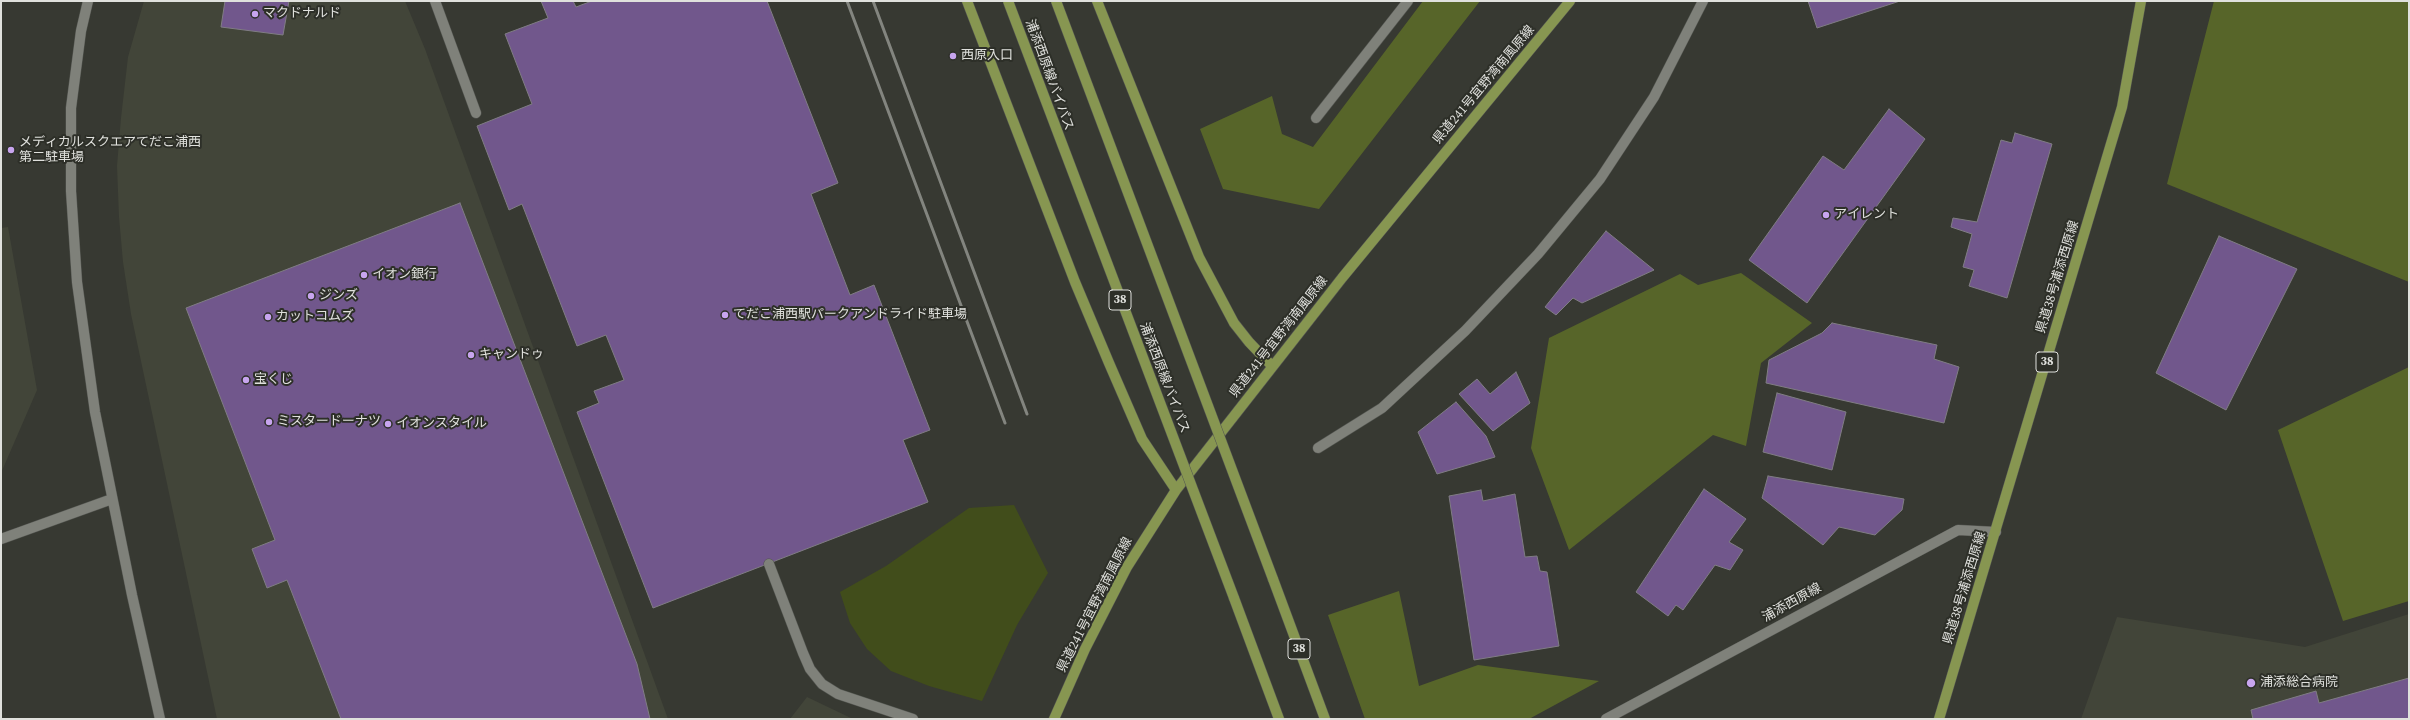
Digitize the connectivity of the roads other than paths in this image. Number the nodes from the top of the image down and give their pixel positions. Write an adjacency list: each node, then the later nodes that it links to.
1 (88, 1): 16 (street)
2 (435, 1): 11 (street)
3 (967, 1): 15 (main road)
4 (1008, 1): 23 (main road, 浦添西原線バイパス / 38, bridge)
5 (1056, 1): 24 (main road, 38, bridge)
6 (1098, 1): 13 (main road)
7 (1408, 1): 12 (street)
8 (1570, 1): 13 (main road, 県道241号宜野湾南風原線)
9 (1703, 1): 14 (street)
10 (2141, 1): 17 (main road, 県道38号浦添西原線 / 38)
11 (476, 113)
12 (1316, 118)
13 (1272, 366): 15 (main road, 県道241号宜野湾南風原線)
14 (1318, 448)
15 (1176, 490): 22 (main road, 県道241号宜野湾南風原線)
16 (112, 499): 18 (street); 20 (street)
17 (1996, 532): 25 (street, 浦添西原線); 26 (main road, 県道38号浦添西原線 / 38)
18 (1, 539)
19 (769, 564): 21 (street)
20 (160, 719)
21 (913, 719)
22 (1054, 719)
23 (1279, 719)
24 (1325, 719)
25 (1606, 719)
26 (1939, 719)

^^^^^^^^^^^^^^^^

EXERCISE DESCRIPTION: Exactly as written, give the entries above again, with no images.

REPLY TO THE TASK:
Digitize the connectivity of the roads other than paths in this image. Number the nodes from the top of the image down and give their pixel positions. Write an adjacency list: each node, then the later nodes that it links to.
1 (88, 1): 16 (street)
2 (435, 1): 11 (street)
3 (967, 1): 15 (main road)
4 (1008, 1): 23 (main road, 浦添西原線バイパス / 38, bridge)
5 (1056, 1): 24 (main road, 38, bridge)
6 (1098, 1): 13 (main road)
7 (1408, 1): 12 (street)
8 (1570, 1): 13 (main road, 県道241号宜野湾南風原線)
9 (1703, 1): 14 (street)
10 (2141, 1): 17 (main road, 県道38号浦添西原線 / 38)
11 (476, 113)
12 (1316, 118)
13 (1272, 366): 15 (main road, 県道241号宜野湾南風原線)
14 (1318, 448)
15 (1176, 490): 22 (main road, 県道241号宜野湾南風原線)
16 (112, 499): 18 (street); 20 (street)
17 (1996, 532): 25 (street, 浦添西原線); 26 (main road, 県道38号浦添西原線 / 38)
18 (1, 539)
19 (769, 564): 21 (street)
20 (160, 719)
21 (913, 719)
22 (1054, 719)
23 (1279, 719)
24 (1325, 719)
25 (1606, 719)
26 (1939, 719)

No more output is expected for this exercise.